Teen transplant recipient’s family criticized for refusing to donate organs

? As Jesica Santillan’s family grieves her death after a botched heart-lung transplant and a rare second one, they have become the target of criticism for refusing to make the girl an organ donor herself.

“We have received several scathing e-mails from people who are concerned that the family refused to donate Jesica’s organs,” said Mack Mahoney, head of the foundation created to pay for the girl’s medical bills.

Like most details surrounding Jesica’s death and the bungled transplant that preceded it, survivors and doctors at Duke University Medical Center differed Monday on why a family that benefited from two transplants in as many weeks would refuse to donate organs.

One medical ethicist said the criticism is unfair.

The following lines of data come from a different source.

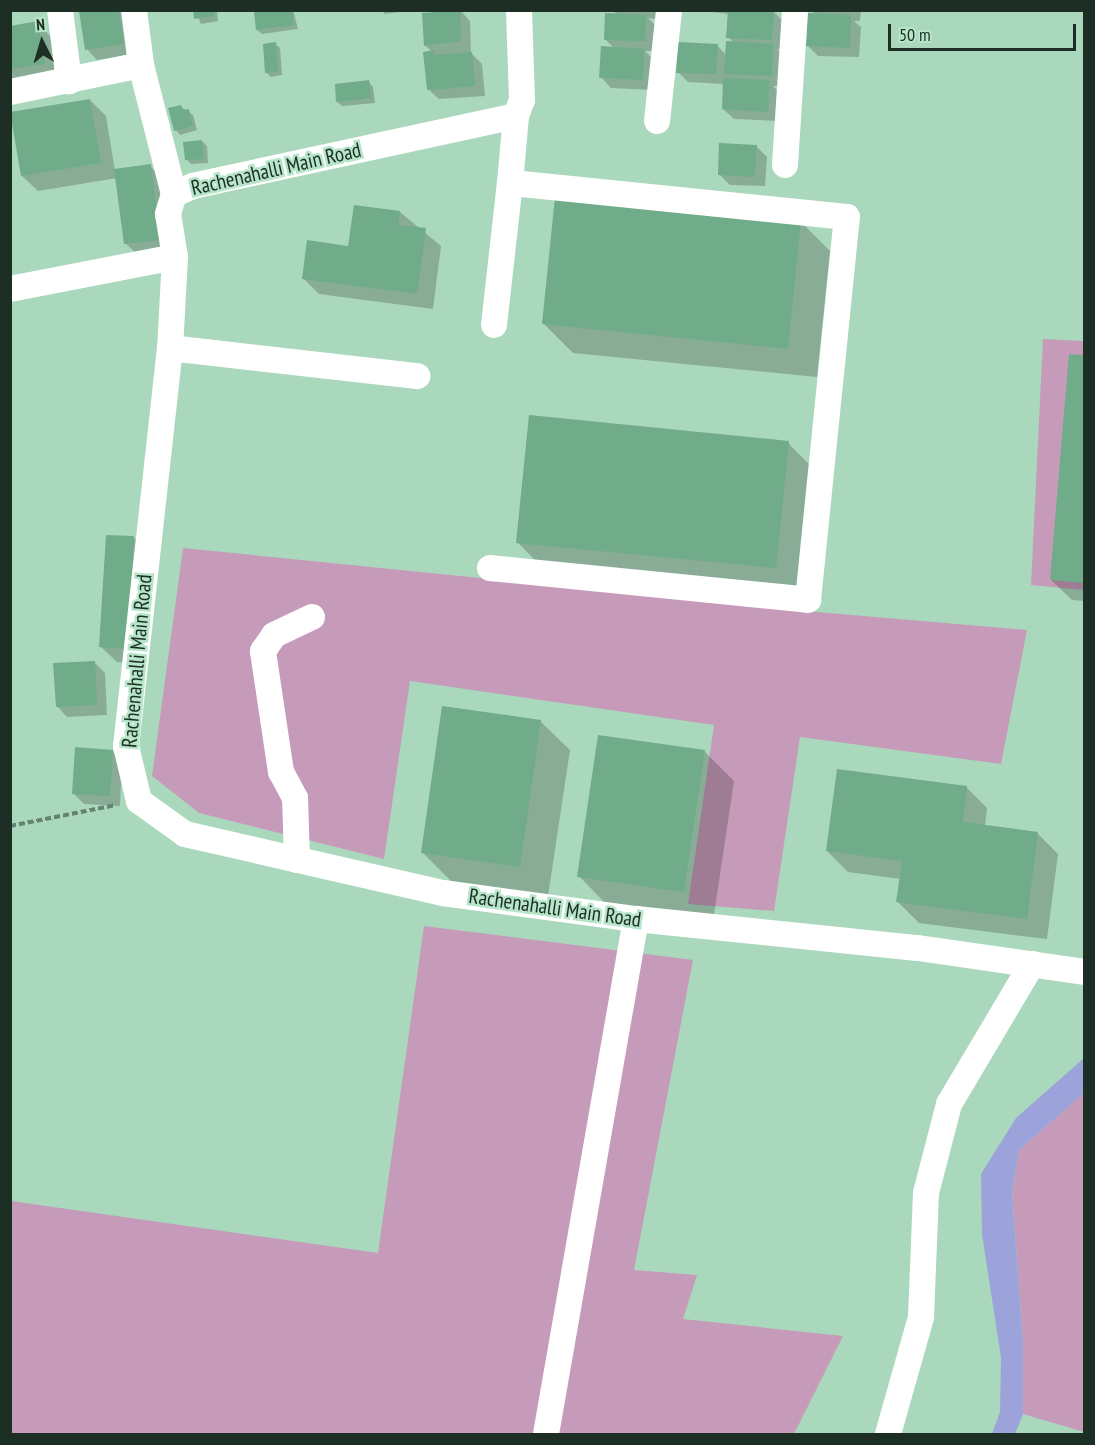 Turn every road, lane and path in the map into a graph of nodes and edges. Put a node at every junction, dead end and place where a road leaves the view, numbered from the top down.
1 (60, 10) edge
2 (134, 10) edge
3 (519, 10) edge
4 (669, 10) edge
5 (795, 10) edge
6 (141, 65) junction
7 (69, 81) junction
8 (10, 92) edge
9 (516, 116) junction
10 (657, 121) dead end
11 (785, 165) dead end
12 (510, 183) junction
13 (174, 194) junction
14 (175, 257) junction
15 (10, 289) edge
16 (494, 325) dead end
17 (170, 348) junction
18 (417, 376) dead end
19 (490, 568) dead end
20 (312, 617) dead end
21 (139, 801) junction
22 (10, 826) edge
23 (297, 860) junction
24 (636, 919) junction
25 (1032, 964) junction
26 (1084, 972) edge
27 (546, 1434) edge
28 (888, 1434) edge

1 - 7 street
2 - 6 street
3 - 9 street
4 - 10 street
5 - 11 street
6 - 7 street
6 - 13 street
7 - 8 street
9 - 12 street
9 - 13 street, Rachenahalli Main Road
12 - 16 street
12 - 19 street
13 - 14 street, Rachenahalli Main Road
14 - 15 street
14 - 17 street, Rachenahalli Main Road
17 - 18 street
17 - 21 street, Rachenahalli Main Road
20 - 23 street
21 - 22 path
21 - 23 street, Rachenahalli Main Road
23 - 24 street, Rachenahalli Main Road
24 - 25 street, Rachenahalli Main Road
24 - 27 street
25 - 26 street, Rachenahalli Main Road
25 - 28 street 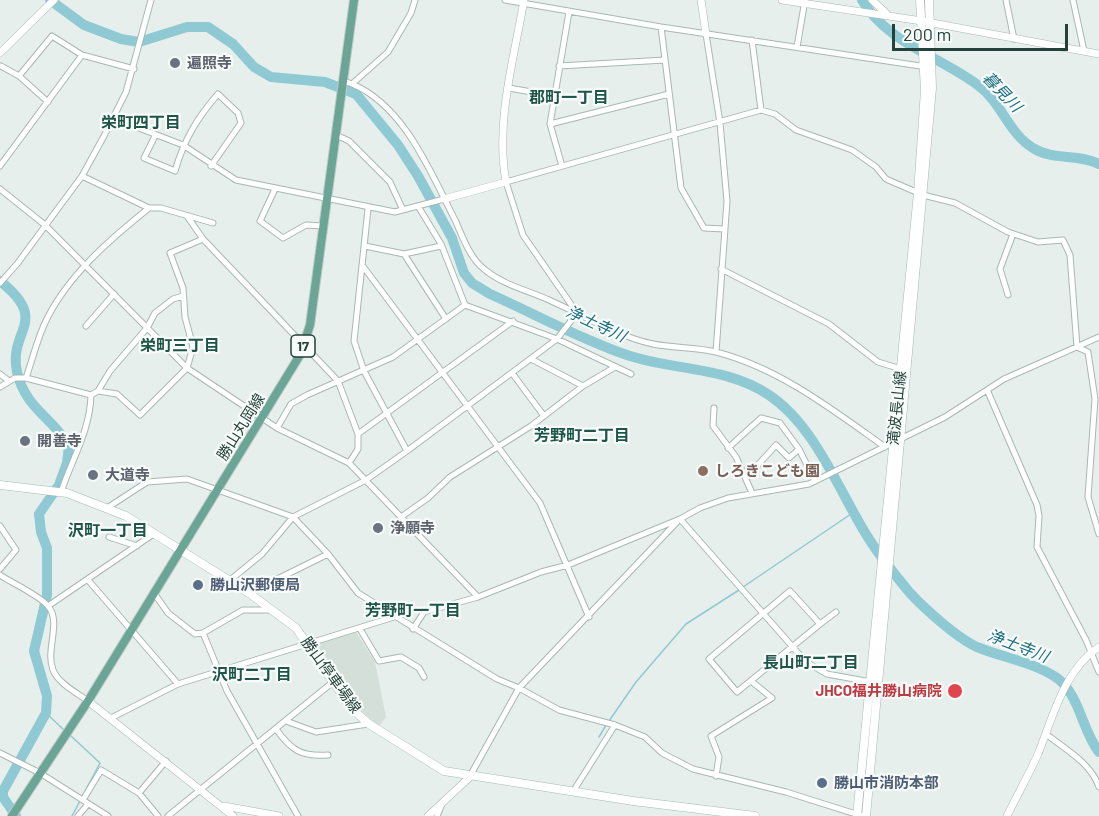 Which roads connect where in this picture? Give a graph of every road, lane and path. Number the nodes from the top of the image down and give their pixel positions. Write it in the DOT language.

“My bottom line is — let the family grieve now,” said Thomas Murray, president of The Hastings Center, a medical ethics think tank in Garrison, N.Y. “It’s a horrendous thing to lose a child.”

Laura Wright, who received a transplant of a kidney and a pancreas six years ago and heads a Charlotte transplant support group, said she doubted that any of Jesica’s organs could have been reused.

“You’ve got tubes and wires everywhere,” she said, “and the amount of drugs they pump through you is astronomical.”

Jesica, a 17-year-old Mexican girl who moved to the United States with her family to receive care for a heart deformity, spent three years on a waiting list before receiving a heart-lung transplant at Duke Feb. 7.

But surgeons discovered they had mistakenly transplanted organs of the wrong blood type, causing the body to immediately reject them. She was near death by the time the second set was placed in her body last Thursday. Irreversible brain damage soon followed, and after more than a day without brain activity, she was declared dead Saturday afternoon.

According to Mahoney, Jesica’s mother asked doctors about donating the girl’s new heart and lungs as well as other organs. She was told the heart and lungs could not be reused and the kidneys and liver were ruined from being on life support machines for too long.

Other organs and tissues were so saturated with medications and anti-rejection drugs that they also would not be reusable, Mahoney said.

“By the time the doctors got around to telling the family that they may be able to use the corneas of Jesica’s eyes,” Mahoney said, “the family had been put through the worst ordeal a family could face.

“And a very tired and emotionally worn out mother took the advice of her legal counsel to leave Jesica as is, for the pending autopsy.”

That autopsy was performed Monday by state medical examiners, but results won’t be released until a final report is done on the case in six to eight weeks, said Dr. John Butts, North Carolina’s chief medical examiner.